Three of 119 (2.5%) of participants enrolled in the study, or roughly 1:40, tested positive for IgA tTG. This is consistent with a prior study in which 1 in 56 (1.7%) symptomatic individuals tested had positive serology, compared to 1:133 (0.7%) of the general population . The fact that 2/33 (6%) of our participants who indicated they had a first degree relative with celiac disease tested positive for IgA tTG is consistent with the reported prevalence of celiac disease in 5-10% of first-degree relatives of celiac disease probands [7, 31]. The 3 serologically positive individuals in our study would be classified as presumptive celiac disease according to AGA criteria , since small intestinal mucosal biopsy was not included as part of this barriers research study. We do not know whether any of the participants with symptoms and negative IgA tTG values have non-celiac gluten sensitivity [18, 35, 36].
AGA, ACG, and NIH recommendations favor active case-finding, rather than general population screening [8, 17, 18]. This strategy is more cost-effective as it increases the pretest probability and therefore the rate of positive testing, leading to fewer unnecessary procedures . However, such guidelines leave the question as to whom to screen open to clinical discretion as many common symptoms and co-morbidities are associated with an increased prevalence of celiac disease. For example, a study using an active-case finding strategy to screen for celiac disease reported that 64% of survey respondents met the criteria for celiac screening . This strategy will also miss many individuals with asymptomatic celiac disease and those with atypical symptoms. Notably, the case-finding strategy thus far has failed to detect and diagnose a large majority of individuals with active celiac disease. However, it is also controversial as to whether celiac disease is an appropriate disease for mass screening consistent with World Health Organization criteria . Nonetheless, it is clear that new improved testing strategies for celiac disease appropriate for application in the general or select populations are required.

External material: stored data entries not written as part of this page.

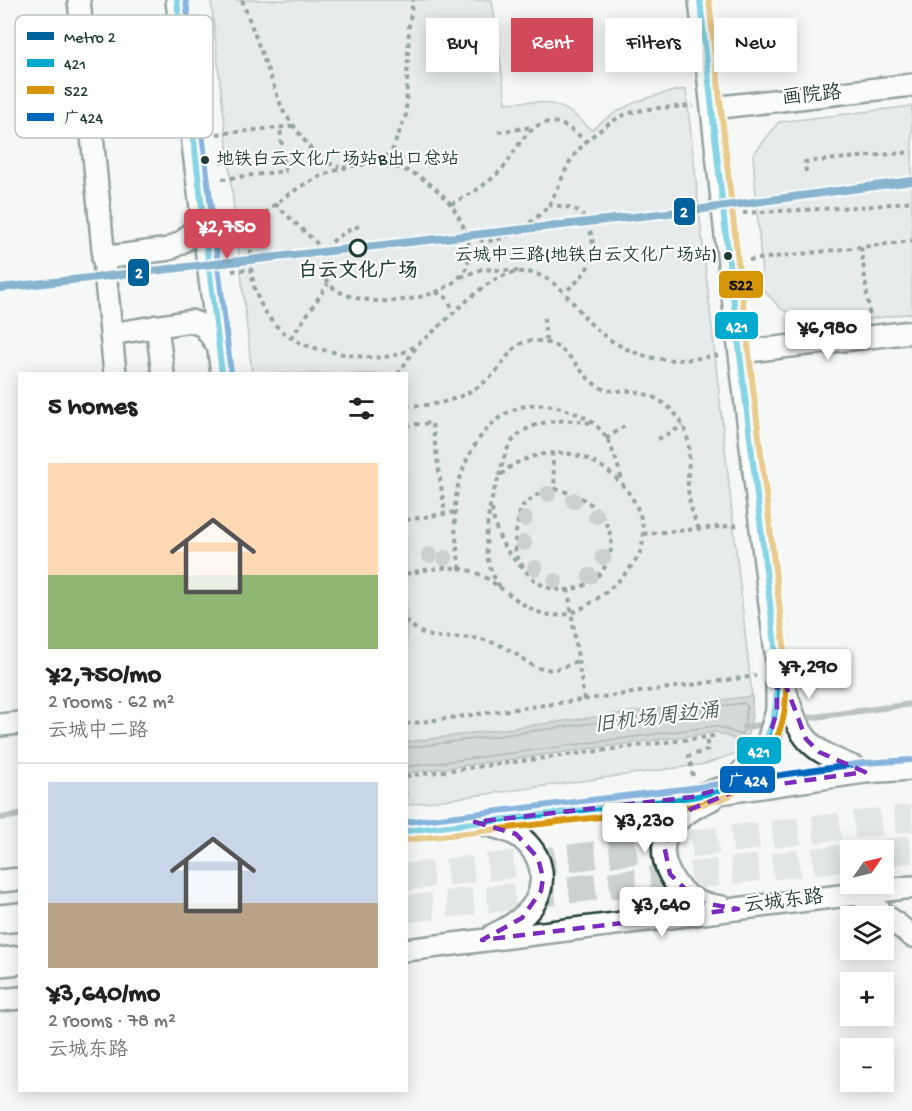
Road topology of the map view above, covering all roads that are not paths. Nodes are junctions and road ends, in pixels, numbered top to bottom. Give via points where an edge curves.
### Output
1 (79, 0) edge
2 (177, 0) edge
3 (700, 0) edge
4 (80, 15) edge
5 (179, 15) edge
6 (912, 86) edge
7 (703, 107) junction
8 (92, 138) edge
9 (193, 138) edge
10 (202, 219) junction
11 (104, 258) junction
12 (157, 326) junction
13 (912, 332) edge
14 (111, 334) junction
15 (218, 346) junction
16 (731, 353) junction
17 (115, 372) edge
18 (163, 372) edge
19 (222, 372) edge
20 (777, 662) junction
21 (18, 723) edge
22 (0, 725) edge
23 (912, 769) edge
24 (865, 772) junction
25 (693, 787) junction
26 (738, 790) junction
27 (475, 822) junction
28 (408, 831) edge
29 (18, 879) edge
30 (0, 881) edge
31 (912, 887) edge
32 (894, 889) edge
33 (858, 894) joint
34 (738, 909) junction
35 (18, 917) edge
36 (0, 920) edge
37 (912, 936) edge
38 (482, 940) junction
39 (408, 950) edge
40 (18, 960) edge
41 (0, 962) edge
42 (18, 998) edge
43 (0, 1000) edge

1 - 4 street
2 - 5 street
3 - 7 street
6 - 7 street, 画院路
7 - 16 street via 724,214
8 - 11 street
9 - 10 street
10 - 11 street via 185,240 169,249
10 - 15 street
11 - 14 street
12 - 14 street
12 - 15 street via 191,321 204,326
12 - 18 street
13 - 16 street
14 - 17 street
15 - 19 street
16 - 20 street
20 - 24 street via 797,724 806,739 819,752
20 - 25 street via 777,711 759,756 726,787
21 - 22 street
23 - 24 street
24 - 26 street
25 - 26 street
25 - 27 street
26 - 34 street via 691,809 675,823 664,845 664,861 681,888 698,902
27 - 28 street
27 - 38 street via 516,834 538,858 543,878 541,891 522,918
29 - 30 street
31 - 32 street, 云城东路
33 - 34 street, 云城东路
33 - 37 street
34 - 38 street, 云城东路
35 - 36 main road
38 - 39 street, 云城东路
40 - 41 main road
42 - 43 street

Several limitations of this study are worth noting. We powered the study to find significant barriers overall, and this limited the ability to definitively delineate some of the barriers within distinct demographic subgroups. Participants were not a random sample from high celiac disease prevalence populations. We designed the study such that participants were individuals from the general population who met criteria for being at a higher risk for celiac disease than those in the general population at large. Further, the study did not accurately reflect the ethnic populations residing in San Diego County as it included 13.4% of participants who self-identified as Hispanic, compared to the 33% of residents of San Diego County who reported as Hispanic by census . Finally, we note that large prevalence studies have reported roughly equal numbers of men and women with celiac disease [6, 23]. Nonetheless, women are more frequently diagnosed with celiac disease than men at a rate of roughly 3:1, and the population of women and men who volunteered for this study was consistent with that ratio [12, 19, 29, 30]. This female predominance may reflect a greater likelihood for women to seek medical attention for their symptoms or press their physicians for celiac testing. In this study, our advertising strategy (e.g. in grocery stores) may have reached more women than men.